**PROBLEM TO WORK ON**. Go through the records below and show every line with the string "positions".

++++++

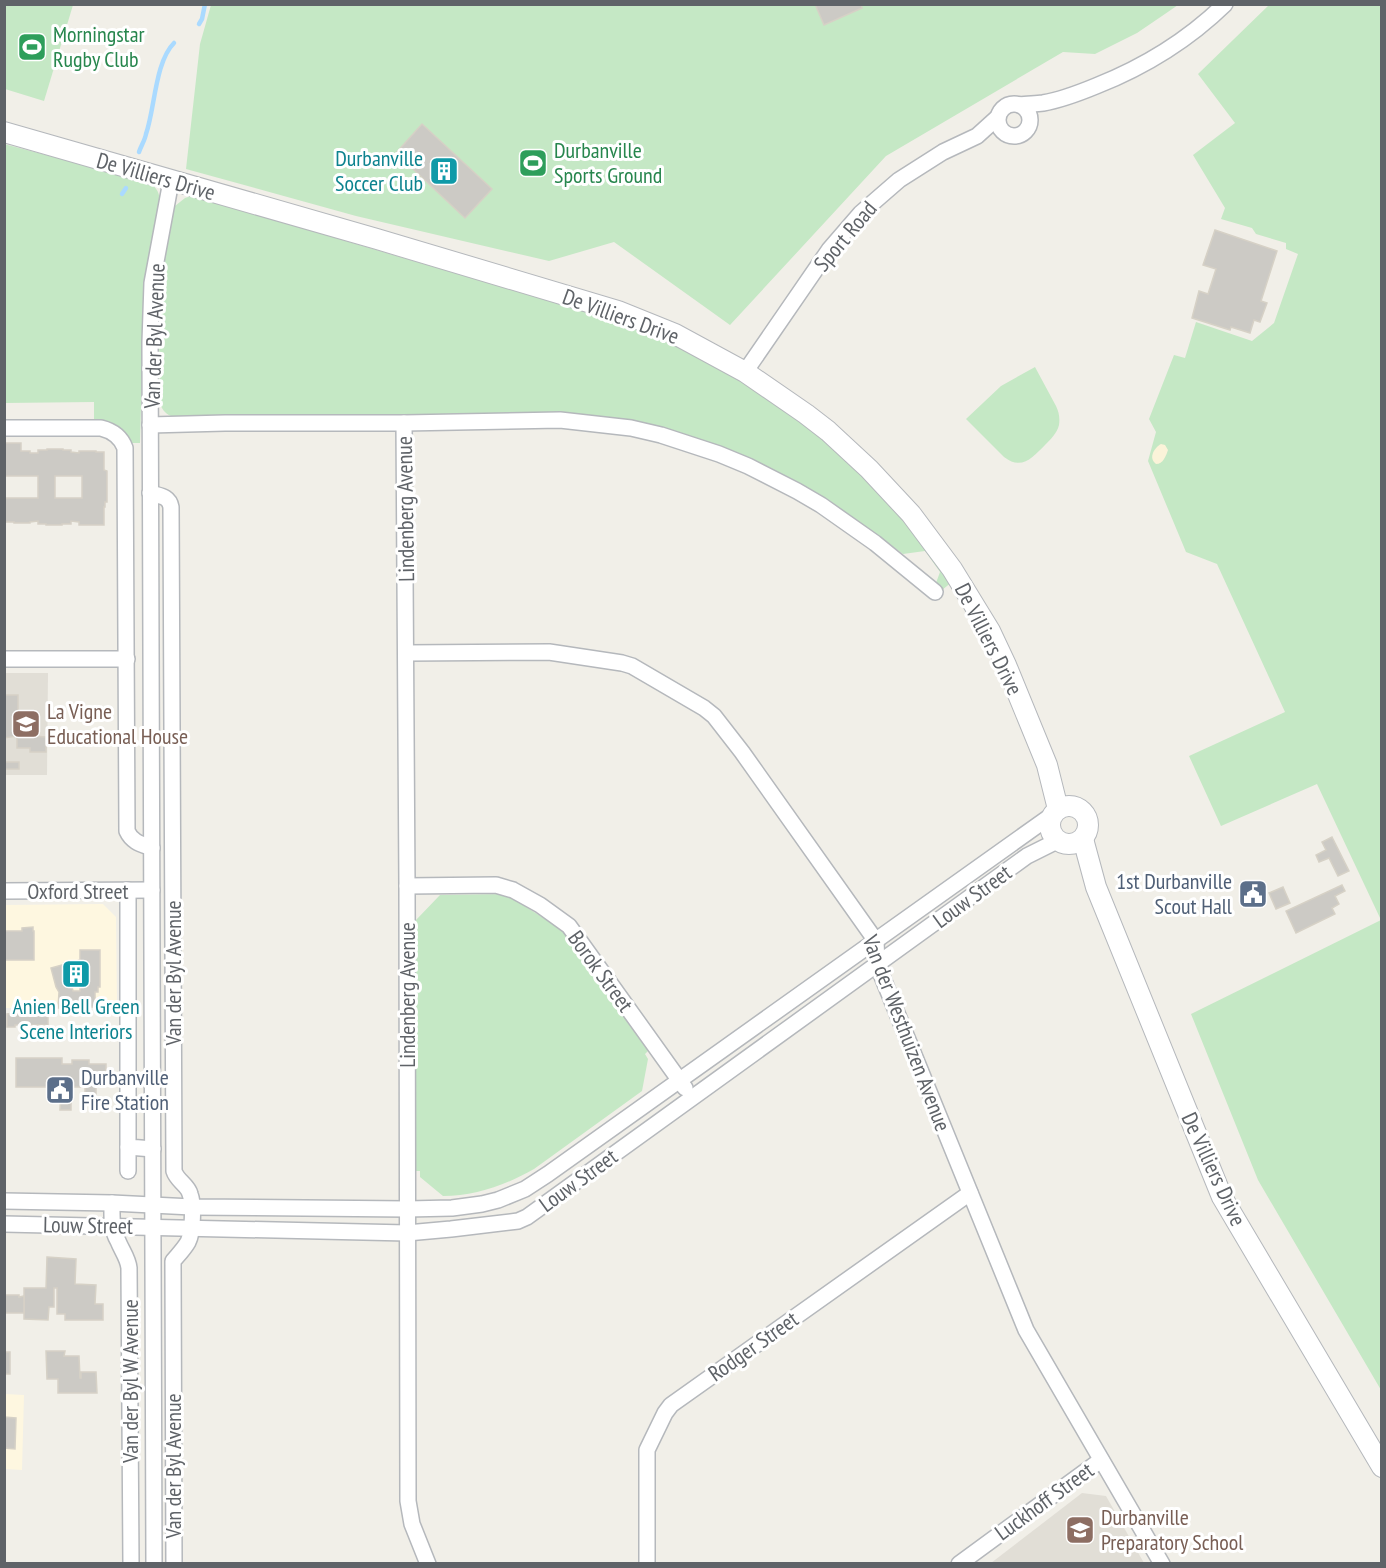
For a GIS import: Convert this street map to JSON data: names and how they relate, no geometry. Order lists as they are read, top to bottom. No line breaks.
{"streets":{"street":["De Villiers Drive","Sport Road","Van der Byl Avenue","Lindenberg Avenue","Oxford Street","Louw Street","Borok Street","Van der Westhuizen Avenue","Rodger Street","Van der Byl W Avenue","Luckhoff Street"]},"crossings":[["De Villiers Drive","Sport Road"],["De Villiers Drive","Van der Byl Avenue"],["De Villiers Drive","Lindenberg Avenue"],["De Villiers Drive","Louw Street"],["Van der Byl Avenue","Oxford Street"],["Van der Byl Avenue","Louw Street"],["Lindenberg Avenue","Louw Street"],["Lindenberg Avenue","Borok Street"],["Lindenberg Avenue","Van der Westhuizen Avenue"],["Louw Street","Borok Street"],["Louw Street","Van der Westhuizen Avenue"],["Louw Street","Van der Byl W Avenue"],["Van der Westhuizen Avenue","Rodger Street"],["Van der Westhuizen Avenue","Luckhoff Street"]],"places":{"sports":["Morningstar Rugby Club","Durbanville Sports Ground"],"building":["Durbanville Soccer Club","Anien Bell Green Scene Interiors"],"school or university":["La Vigne Educational House","Durbanville Preparatory School"],"public building":["1st Durbanville Scout Hall","Durbanville Fire Station"]}}
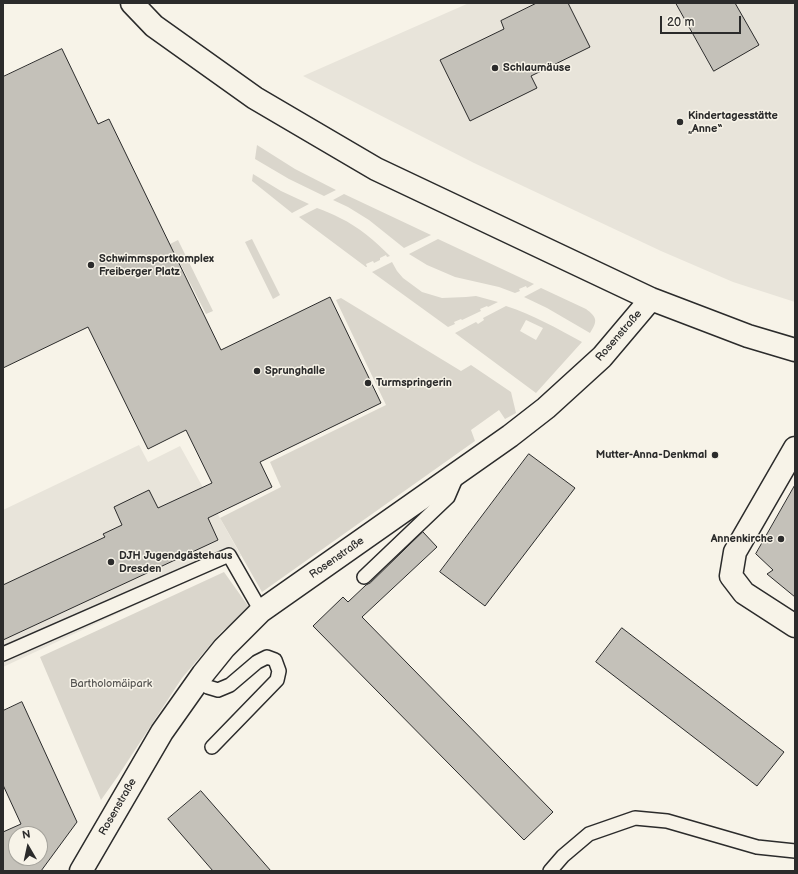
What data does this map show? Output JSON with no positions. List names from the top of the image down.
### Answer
{
  "streets": {
    "street": ["Rosenstraße"]
  },
  "parks": ["Bartholomäipark"],
  "places": [
    "Schlaumäuse",
    "Kindertagesstätte „Anne“",
    "Schwimmsportkomplex Freiberger Platz",
    "Sprunghalle",
    "Turmspringerin",
    "Mutter-Anna-Denkmal",
    "Annenkirche",
    "DJH Jugendgästehaus Dresden"
  ],
  "scale_bar": "20 m",
  "north": "top"
}
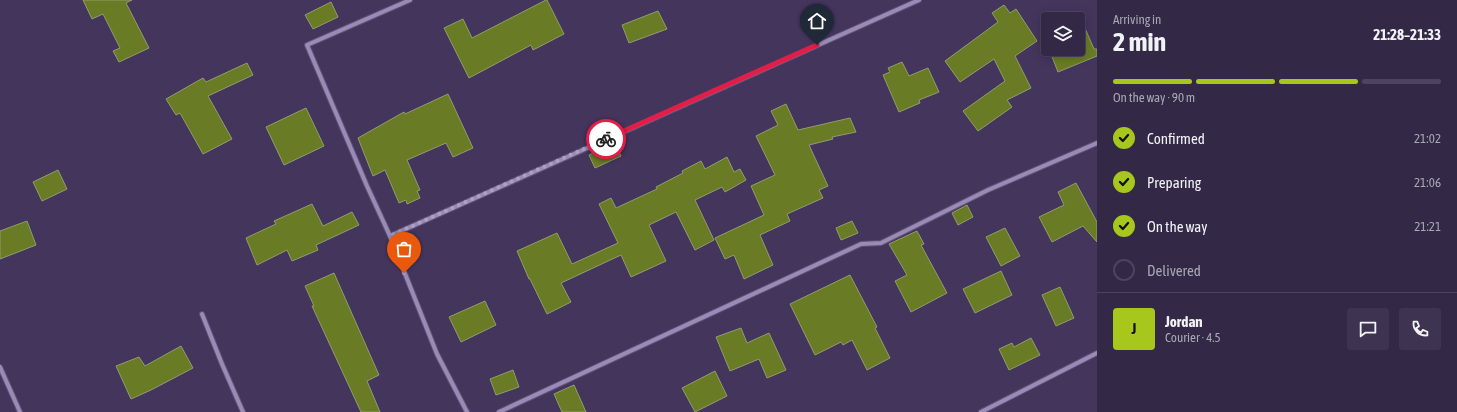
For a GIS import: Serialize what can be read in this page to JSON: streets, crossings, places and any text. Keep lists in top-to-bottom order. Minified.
{"page":{"heading":["2 min","Arriving in","21:28–21:33"],"panel":["Jordan","Courier · 4.5"],"bar":"On the way · 90 m","list":[["Confirmed","21:02"],["Preparing","21:06"],["On the way","21:21"],"Delivered"],"round":"J"}}
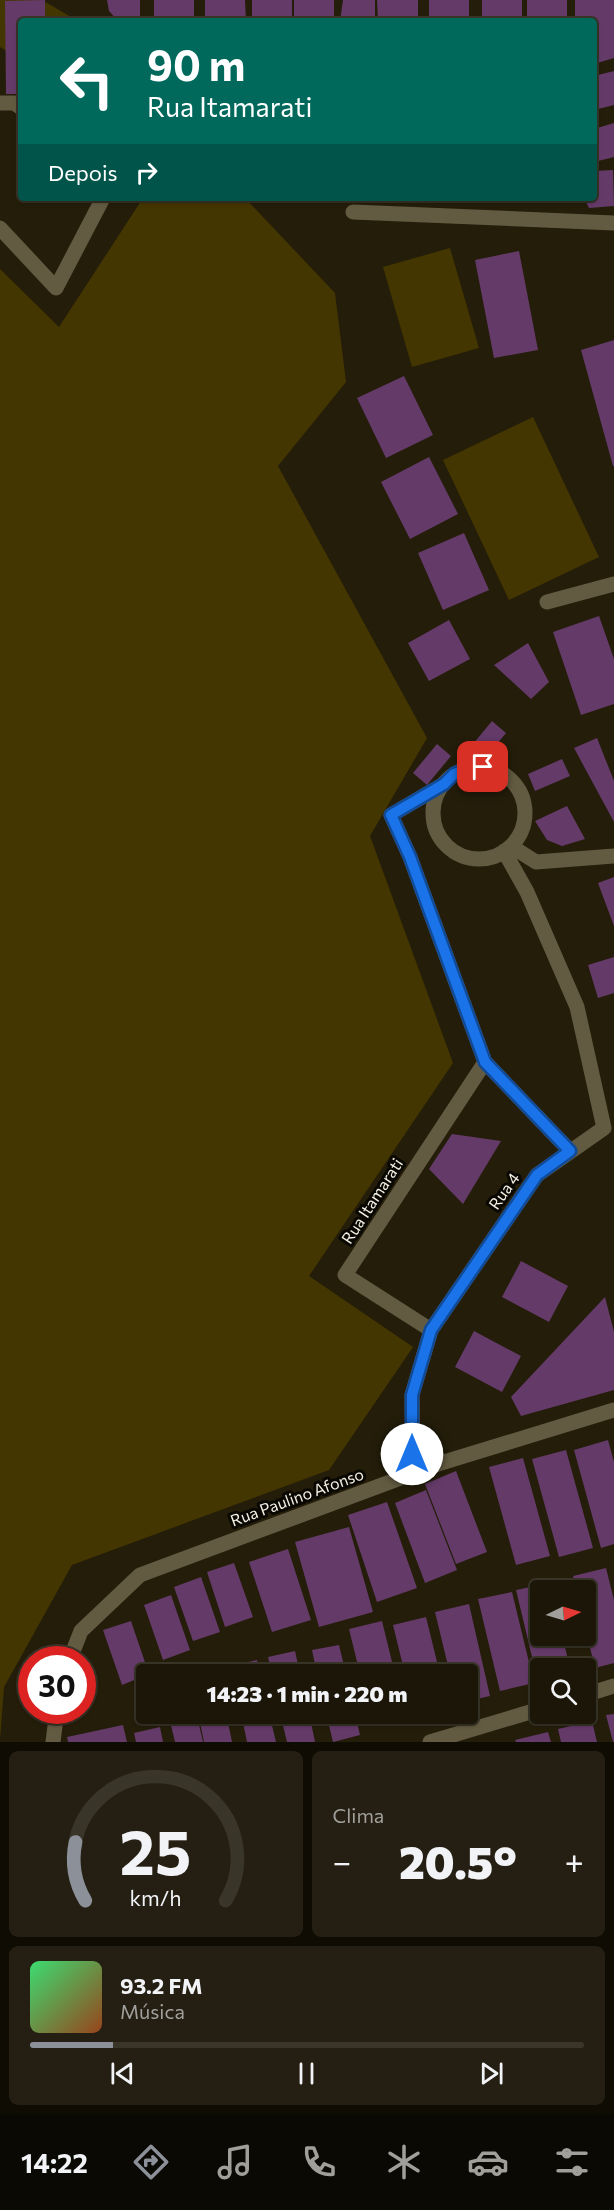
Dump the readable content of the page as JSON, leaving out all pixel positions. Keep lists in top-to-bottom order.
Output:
{
  "streets": {
    "street": ["Rua 4", "Rua Itamarati", "Rua Paulino Afonso"]
  },
  "crossings": [
    ["Rua 4", "Rua Itamarati"],
    ["Rua 4", "Rua Paulino Afonso"]
  ],
  "north": "right",
  "page": {
    "turn": ["90 m", "Rua Itamarati"],
    "then": "Depois",
    "limit": "30",
    "trip": "14:23 · 1 min · 220 m",
    "tile": "Clima",
    "heat": ["−", "20.5°", "+"],
    "song": ["93.2 FM", "Música"],
    "tabs": "14:22",
    "gauge": ["25", "km/h"]
  }
}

++++++

**WRITTEN ANSWER**.
What data does this map show? Output JSON with no positions. List names from the top of the image down.
Dump the readable content of the page as JSON, leaving out all pixel positions. Keep lists in top-to-bottom order.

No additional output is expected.